The microtubule associated protein tau suppresses the axonal distribution of PDF neuropeptide and mitochondria in circadian clock neurons.

Disrupted circadian rhythms is a prominent feature of multiple neurodegenerative diseases. Yet mechanisms linking Tau to rhythmic behavior remain unclear. Here we find that expression of a phosphomimetic human Tau mutant (TauE14) in Drosophila circadian pacemaker neurons disrupts free-running rhythmicity. While cell number and oscillations of the core clock protein PERIOD are unaffected in the small LNv (sLNv) neurons important for free running rhythms, we observe a near complete loss of the major LNv neuropeptide pigment dispersing factor (PDF) in the dorsal axonal projections of the sLNvs.

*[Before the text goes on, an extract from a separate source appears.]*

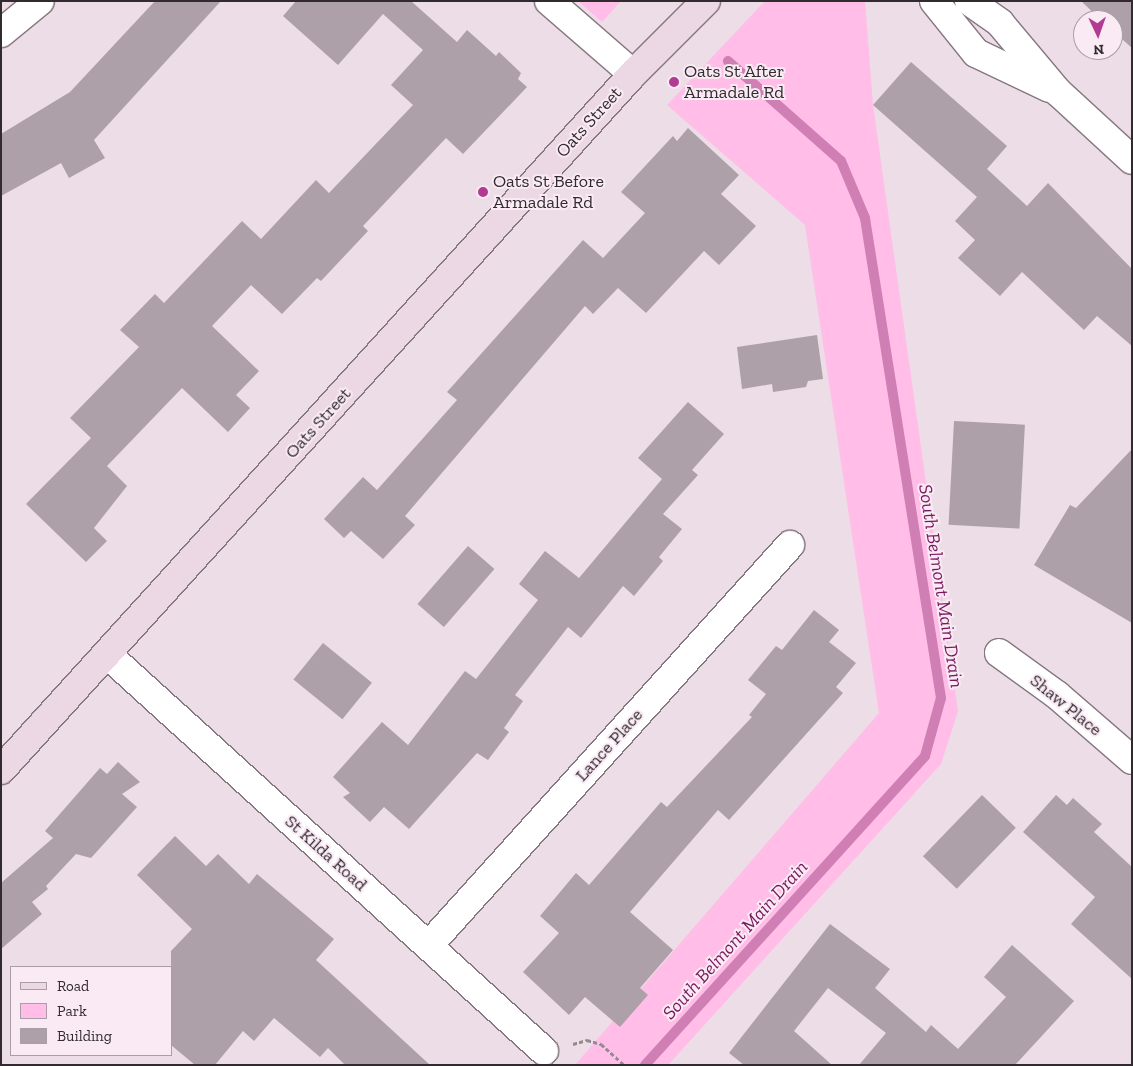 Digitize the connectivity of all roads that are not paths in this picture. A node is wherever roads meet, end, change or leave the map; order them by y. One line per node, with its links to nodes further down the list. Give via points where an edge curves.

This was accompanied by a ~ 50% reduction in the area of the dorsal terminals and a modest decrease in cell body PDF levels. Expression of wild-type Tau also reduced axonal PDF levels but to a lesser extent than TauE14. TauE14 also induces a complete loss of mitochondria from these sLNv projections. However, mitochondria were increased in sLNv cell bodies in TauE14 flies. These results suggest that TauE14 disrupts axonal transport of neuropeptides and mitochondria in circadian pacemaker neurons, providing a mechanism by which Tau can disrupt circadian behavior prior to cell loss.